Converting string to nested map in Clojure - clojure

I have a file containing some text like:
1|apple|sweet
2|coffee|bitter
3|gitpush|relief
I want to work with this input using a map. In Java or Python, I would have made a nested map like:
{1: {thing: apple, taste: sweet},
2: {thing: coffee, taste: bitter},
3: {thing: gitpush, taste: relief}}
Or even a list inside the map like:
{1: [apple, sweet],
2: [coffee, bitter],
3: [grape, sour]}
The end goal is to access the last two column's data efficiently using the first column as the key.
I want to do this in Clojure and I am new to it. So far, I have succeeded in creating a list of map using the following code:
(def cust_map (map (fn [[id name taste]]
(hash-map :id (Integer/parseInt id)
:name name
:taste taste ))
(map #(str/split % #"\|") (line-seq (clojure.java.io/reader path)))))
And I get this, but it's not what I want.
({1, apple, sweet},
{2, coffee, bitter},
{3, gitpush, relief})
It would be nice if you can show me how to do the most efficient of, or both nested map and list inside map in Clojure. Thanks!

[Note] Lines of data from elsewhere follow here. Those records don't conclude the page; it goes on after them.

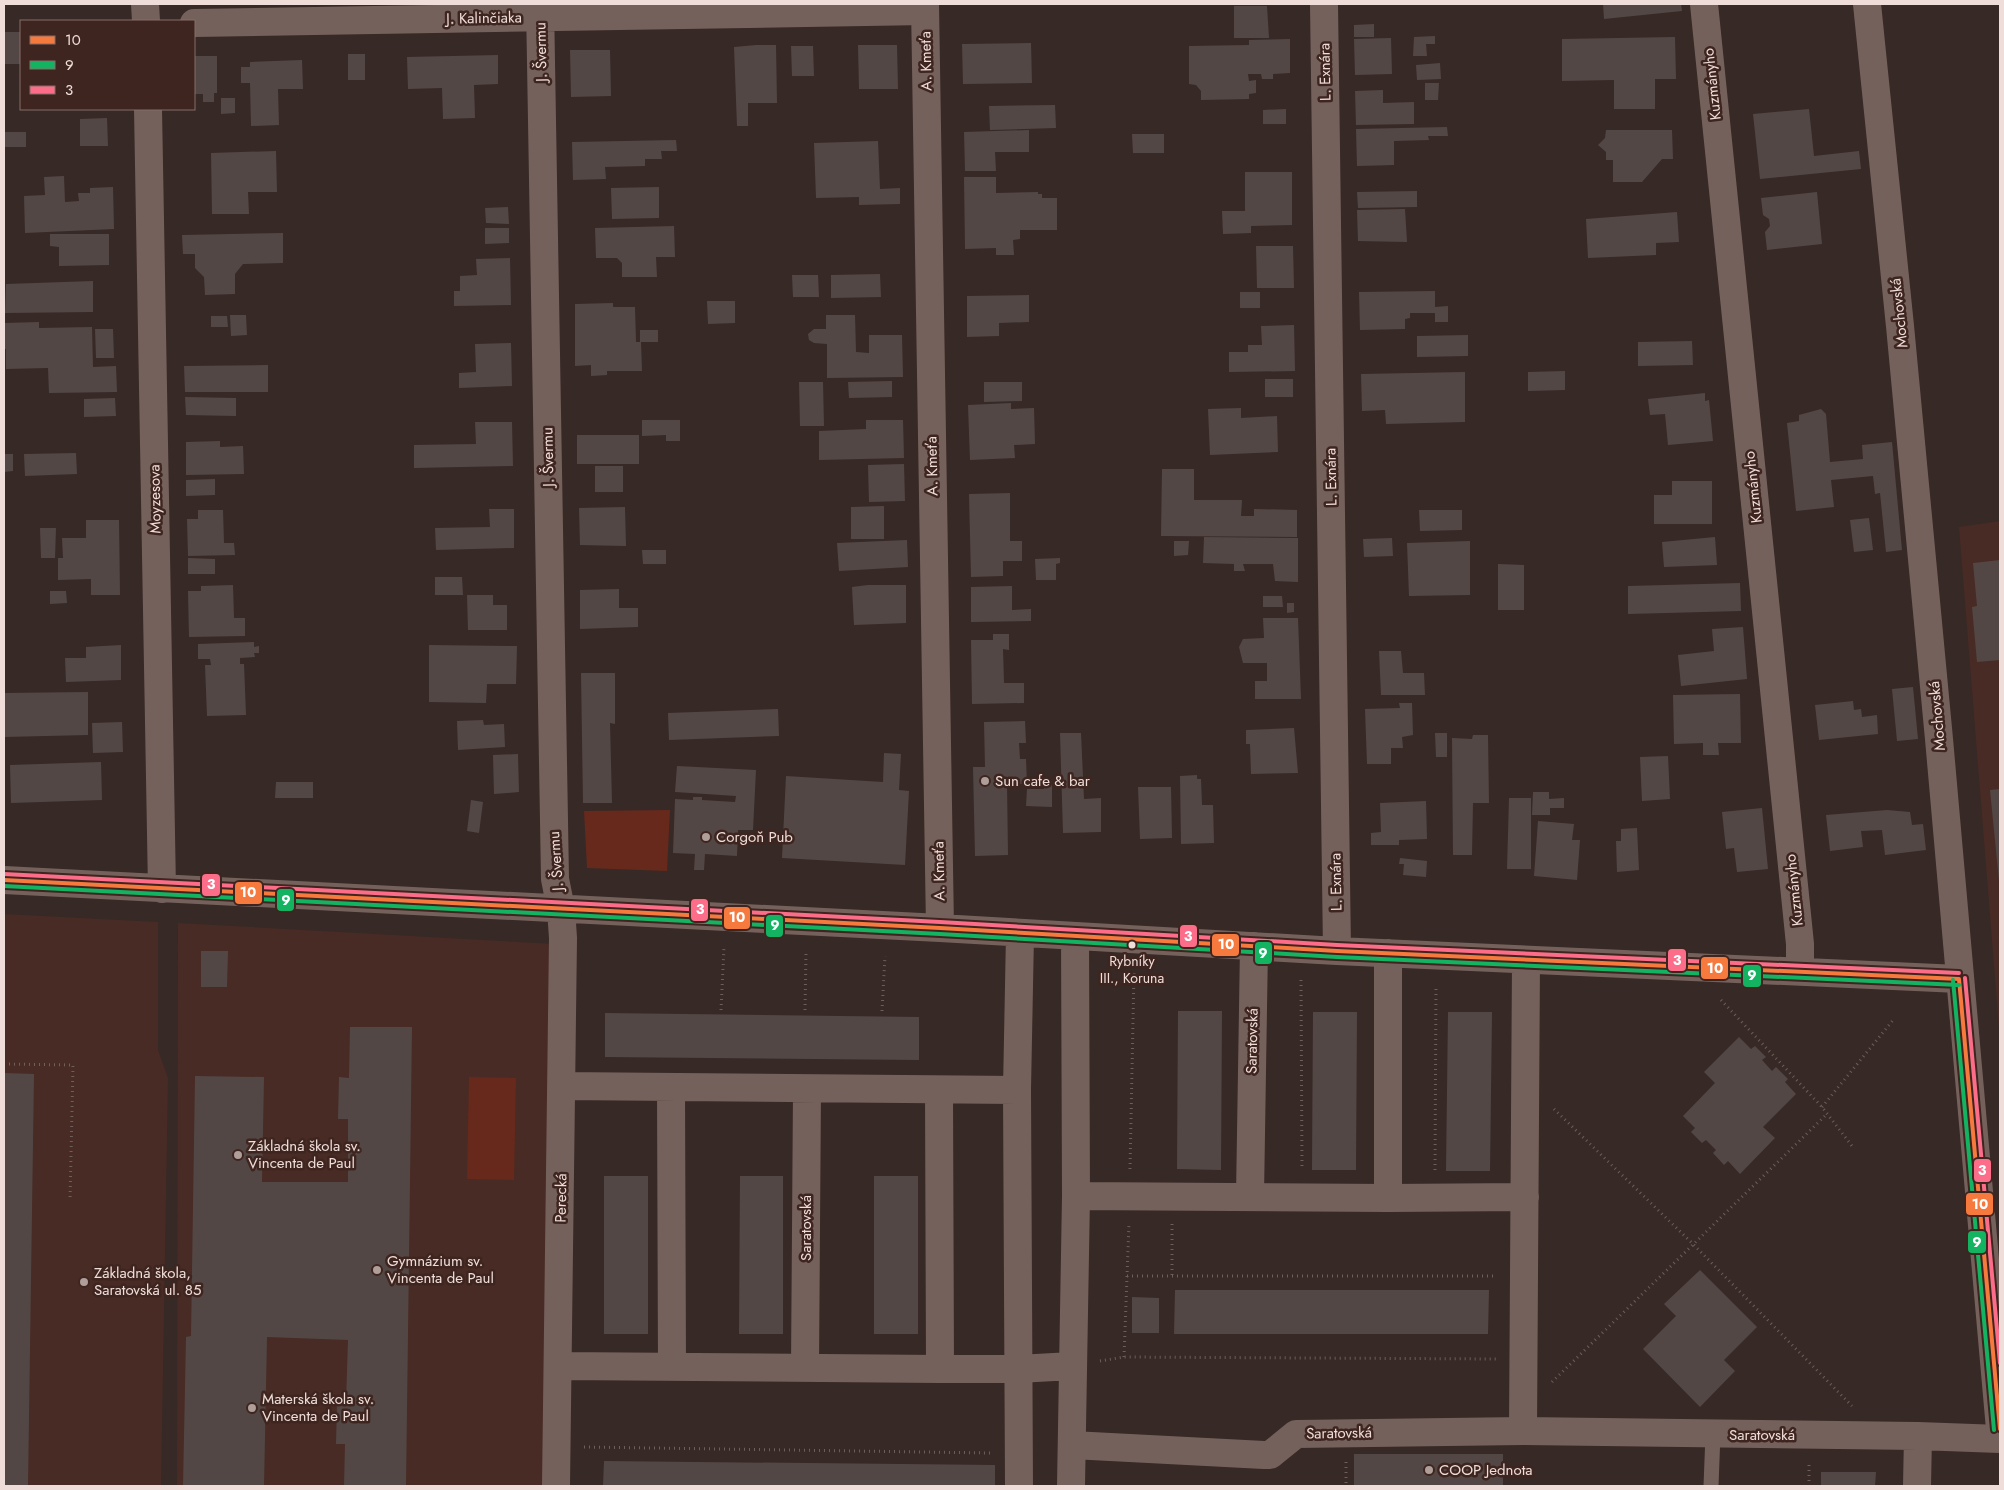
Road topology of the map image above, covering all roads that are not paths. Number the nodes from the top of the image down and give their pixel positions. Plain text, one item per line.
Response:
1 (146, 4) edge
2 (1324, 4) edge
3 (1704, 4) edge
4 (1867, 4) edge
5 (925, 7) edge
6 (541, 10) edge
7 (146, 20) edge
8 (195, 23) edge
9 (148, 110) edge
10 (4, 880) edge
11 (162, 889) junction
12 (561, 909) junction
13 (940, 928) junction
14 (1020, 934) junction
15 (1075, 936) junction
16 (1254, 946) junction
17 (1337, 951) junction
18 (1388, 953) junction
19 (1526, 960) junction
20 (1800, 971) junction
21 (1959, 980) junction
22 (562, 1086) junction
23 (671, 1088) junction
24 (807, 1089) junction
25 (1017, 1090) junction
26 (939, 1091) junction
27 (1076, 1196) junction
28 (1250, 1196) junction
29 (1525, 1197) junction
30 (1388, 1198) junction
31 (559, 1366) junction
32 (1072, 1366) junction
33 (672, 1367) junction
34 (805, 1368) junction
35 (940, 1369) junction
36 (1018, 1369) junction
37 (1524, 1420) junction
38 (2000, 1430) edge
39 (1713, 1434) junction
40 (1918, 1436) junction
41 (2000, 1439) edge
42 (1072, 1445) junction
43 (556, 1486) edge
44 (1019, 1486) edge
45 (1071, 1486) edge
46 (1711, 1486) edge
47 (1917, 1486) edge

1 - 7 street
2 - 17 street, L. Exnára
3 - 20 street, Kuzmányho
4 - 21 street, Mochovská
5 - 6 street, J. Kalinčiaka
5 - 13 street, A. Kmeťa
6 - 8 street, J. Kalinčiaka
6 - 12 street, J. Švermu
9 - 11 street, Moyzesova
10 - 11 street
11 - 12 street
12 - 13 street
12 - 22 street, Perecká
13 - 14 street
14 - 15 street
14 - 25 street
15 - 16 street
15 - 27 street
16 - 17 street
16 - 28 street, Saratovská
17 - 18 street
18 - 19 street
18 - 30 street
19 - 20 street
19 - 29 street
20 - 21 street
21 - 38 street, Mochovská
22 - 23 street
22 - 31 street, Perecká
23 - 24 street
23 - 33 street
24 - 26 street
24 - 34 street, Saratovská
25 - 26 street
25 - 36 street
26 - 35 street
27 - 28 street
27 - 32 street
28 - 30 street
29 - 30 street
29 - 37 street
31 - 33 street
31 - 43 street, Perecká
32 - 36 street
32 - 42 street
33 - 34 street
34 - 35 street
35 - 36 street
36 - 44 street
37 - 39 street, Saratovská
37 - 42 street, Saratovská
39 - 40 street, Saratovská
39 - 46 lane
40 - 41 street, Saratovská
40 - 47 street
42 - 45 street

When you build a map with hash-map, the arguments are alternative keys and values. For example:
(hash-map :a 0 :b 1)
=> {:b 1, :a 0}
From what I understand, you want to have a unique key, the integer, which maps to a compound object, a map:
(hash-map 0 {:thing "apple" :taste "sweet"})
Also, you do not want to call map, which would result in a sequence of maps. You want to have a single hash-map being built.
Try using reduce:
(reduce (fn [map [id name taste]]
(merge map
(hash-map (Integer/parseInt id)
{:name name :taste taste})))
{}
'(("1" "b" "c")
("2" "d" "e")))
--- edit
Here is the full test program:
(import '(java.io BufferedReader StringReader))
(def test-input (line-seq
(BufferedReader.
(StringReader.
"1|John Smith|123 Here Street|456-4567
2|Sue Jones|43 Rose Court Street|345-7867
3|Fan Yuhong|165 Happy Lane|345-4533"))))
(def a-map
(reduce
(fn [map [id name address phone]]
(merge map
(hash-map (Integer/parseInt id)
{:name name :address address :phone phone})))
{}
(map #(clojure.string/split % #"\|") test-input)))
a-map
=> {1 {:name "John Smith", :address "123 Here Street", :phone "456-4567"}, 2 {:name "Sue Jones", :address "43 Rose Court Street", :phone "345-7867"}, 3 {:name "Fan Yuhong", :address "165 Happy Lane", :phone "345-4533"}}

I agree with #coredump that this is not concise, yet a quick solution to your code is using a list (or any other collection) and a nested map:
(def cust_map (map (fn [[id name taste]]
(list (Integer/parseInt id)
(hash-map :name name
:taste taste)))
(map #(clojure.string/split % #"\|") (line-seq (clojure.java.io/reader path)))))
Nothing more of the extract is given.